Il eut un rire sec qui s'envola, presque béat, en se mêlant à un sanglot, et sans même y penser il lança spontanément ses lèvres contre celles de Dean qui fit échouer son geste en étant le plus prompt à l'étreindre de nouveau vigoureusement.
- Tu reviens de loin, tu sais ? soupira Sam en le serrant très fort.
Dean eut un imperceptible hochement de tête contre son épaule et ne put s'empêcher de songer une fraction de seconde à l'autre Sam. Il n'en chérit que davantage le bonheur insigne d'avoir retrouvé son frère, et si puissamment enlacés qu'ils tinrent difficilement en place, ils tournèrent lentement sur eux-mêmes en changeant alternativement de pied d'appui. Ils finirent ainsi par tomber sur l'image des Érotes qu'ils avaient oubliés, pour voir Pothos et Himéros échanger tour à tour un même baiser ardent et passionné avec Éros.

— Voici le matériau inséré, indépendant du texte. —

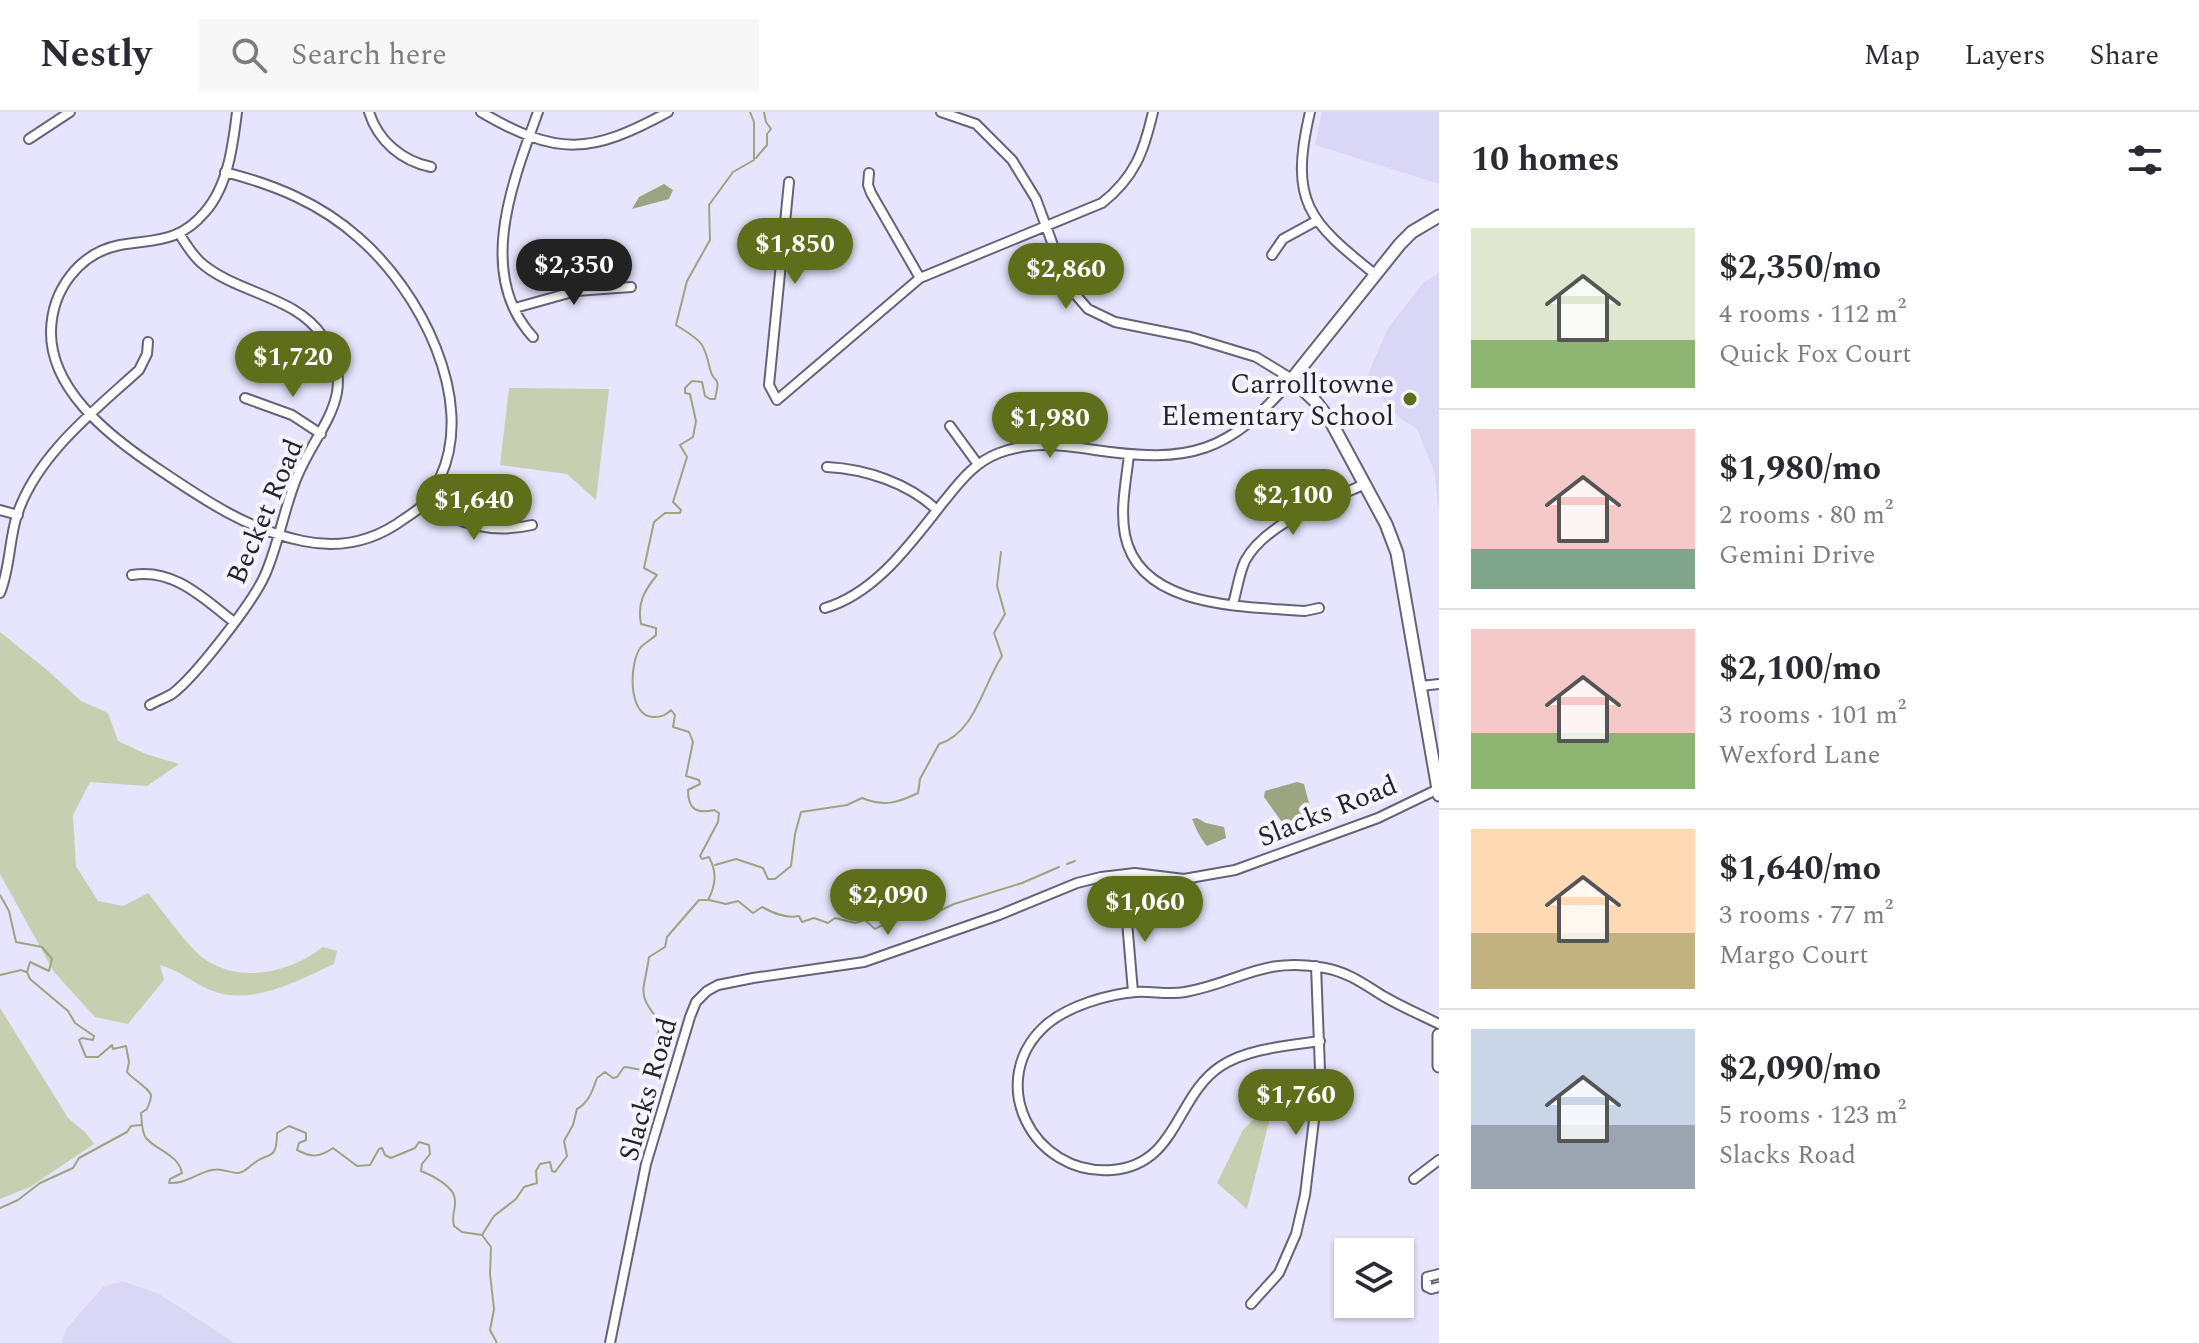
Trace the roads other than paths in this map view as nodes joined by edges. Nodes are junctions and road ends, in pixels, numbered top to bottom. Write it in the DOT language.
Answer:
graph roads {
  1 [pos="70,112"];
  2 [pos="237,112"];
  3 [pos="369,112"];
  4 [pos="481,112"];
  5 [pos="538,112"];
  6 [pos="668,112"];
  7 [pos="941,112"];
  8 [pos="982,112"];
  9 [pos="1153,112"];
  10 [pos="1310,112"];
  11 [pos="976,124"];
  12 [pos="529,137"];
  13 [pos="29,139"];
  14 [pos="431,167"];
  15 [pos="225,172"];
  16 [pos="869,173"];
  17 [pos="789,182"];
  18 [pos="1439,216"];
  19 [pos="1316,221"];
  20 [pos="1045,226"];
  21 [pos="179,233"];
  22 [pos="1272,255"];
  23 [pos="1376,275"];
  24 [pos="920,278"];
  25 [pos="631,287"];
  26 [pos="515,308"];
  27 [pos="533,337"];
  28 [pos="148,342"];
  29 [pos="1292,379"];
  30 [pos="245,398"];
  31 [pos="91,414"];
  32 [pos="950,426"];
  33 [pos="321,434"];
  34 [pos="1129,455"];
  35 [pos="977,463"];
  36 [pos="827,467"];
  37 [pos="1365,484"];
  38 [pos="426,503"];
  39 [pos="0,510"];
  40 [pos="937,510"];
  41 [pos="18,515"];
  42 [pos="532,525"];
  43 [pos="279,535"];
  44 [pos="132,575"];
  45 [pos="0,593"];
  46 [pos="1233,604"];
  47 [pos="825,608"];
  48 [pos="1319,608"];
  49 [pos="234,622"];
  50 [pos="1439,684"];
  51 [pos="1421,686"];
  52 [pos="150,705"];
  53 [pos="1439,792"];
  54 [pos="1125,898"];
  55 [pos="1316,966"];
  56 [pos="1133,992"];
  57 [pos="1439,1024"];
  58 [pos="1439,1035"];
  59 [pos="1320,1041"];
  60 [pos="1439,1066"];
  61 [pos="1439,1160"];
  62 [pos="1414,1179"];
  63 [pos="1439,1274"];
  64 [pos="1439,1287"];
  65 [pos="1251,1304"];
  66 [pos="610,1343"];
  1 -- 13 [label="street"];
  2 -- 15 [label="street"];
  3 -- 14 [label="street"];
  4 -- 12 [label="street"];
  5 -- 12 [label="street"];
  6 -- 12 [label="street"];
  7 -- 11 [label="street"];
  8 -- 11 [label="street"];
  9 -- 20 [label="street"];
  10 -- 19 [label="street"];
  11 -- 20 [label="street"];
  12 -- 26 [label="street"];
  15 -- 21 [label="street"];
  15 -- 38 [label="street"];
  16 -- 24 [label="street"];
  17 -- 24 [label="street"];
  18 -- 23 [label="street"];
  19 -- 22 [label="street"];
  19 -- 23 [label="street"];
  20 -- 24 [label="street"];
  20 -- 29 [label="street"];
  21 -- 31 [label="street"];
  21 -- 33 [label="street, Becket Road"];
  23 -- 29 [label="street"];
  25 -- 26 [label="street"];
  26 -- 27 [label="street"];
  28 -- 31 [label="street"];
  29 -- 34 [label="street"];
  29 -- 37 [label="street"];
  30 -- 33 [label="street"];
  31 -- 41 [label="street"];
  31 -- 43 [label="street"];
  32 -- 35 [label="street"];
  33 -- 43 [label="street, Becket Road"];
  34 -- 35 [label="street"];
  34 -- 46 [label="street"];
  35 -- 40 [label="street"];
  36 -- 40 [label="street"];
  37 -- 46 [label="street"];
  37 -- 51 [label="street"];
  38 -- 42 [label="street"];
  38 -- 43 [label="street"];
  39 -- 41 [label="street"];
  40 -- 47 [label="street"];
  41 -- 45 [label="street"];
  43 -- 49 [label="street, Becket Road"];
  44 -- 49 [label="street"];
  46 -- 48 [label="street"];
  49 -- 52 [label="street, Becket Road"];
  50 -- 51 [label="street"];
  51 -- 53 [label="street"];
  53 -- 66 [label="street, Slacks Road"];
  54 -- 56 [label="street"];
  55 -- 56 [label="street"];
  55 -- 57 [label="street"];
  55 -- 59 [label="street"];
  56 -- 59 [label="street"];
  58 -- 60 [label="street"];
  59 -- 65 [label="street"];
  61 -- 62 [label="street"];
  63 -- 64 [label="street"];
}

Et Sam et Dean, sans se lâcher, restèrent bouche bée et yeux ronds à les regarder d'un air idiot célébrer leurs propres retrouvailles d'une manière dont les deux frères étaient bien les derniers à pouvoir s'offusquer.

- Vous êtes saufs, constata Costume Noir en les détaillant tendrement de ses yeux à peine bleus. Que s'est-il passé ? Chaos ? Chaos a été vaincu ?
- N'y pense pas, lui dit doucement Pothos en effleurant du bout des doigts son visage marqué, comme de peur de lui faire mal.
- Répondez-moi ! somma Éros avec autorité. Avons-nous réussi ?
- Nous n'en sommes pas sûrs, répondit Himéros en détaillant pudiquement les blessures encore visibles de son frère et en particulier ses yeux délavés. Mais il n'est pas reparu.
Éros prit note de l'information, potentiellement cruciale, en laissant le soulagement faire désenfler sa poitrine.
- Les anges, où sont-ils ? enchaîna-t-il pourtant presque aussitôt. Qu'ont-ils dit ?
- Le sort a été complété, c'est tout ce que nous savons, exposa patiemment Himéros sans se détacher des stigmates de son jumeau qu'il avait l'impression de voir revenu d'entre les morts. Mon frère, apaise-toi, par pitié. Tu as besoin de repos et de soins, regarde-toi, tu... Que t'est-il arrivé ?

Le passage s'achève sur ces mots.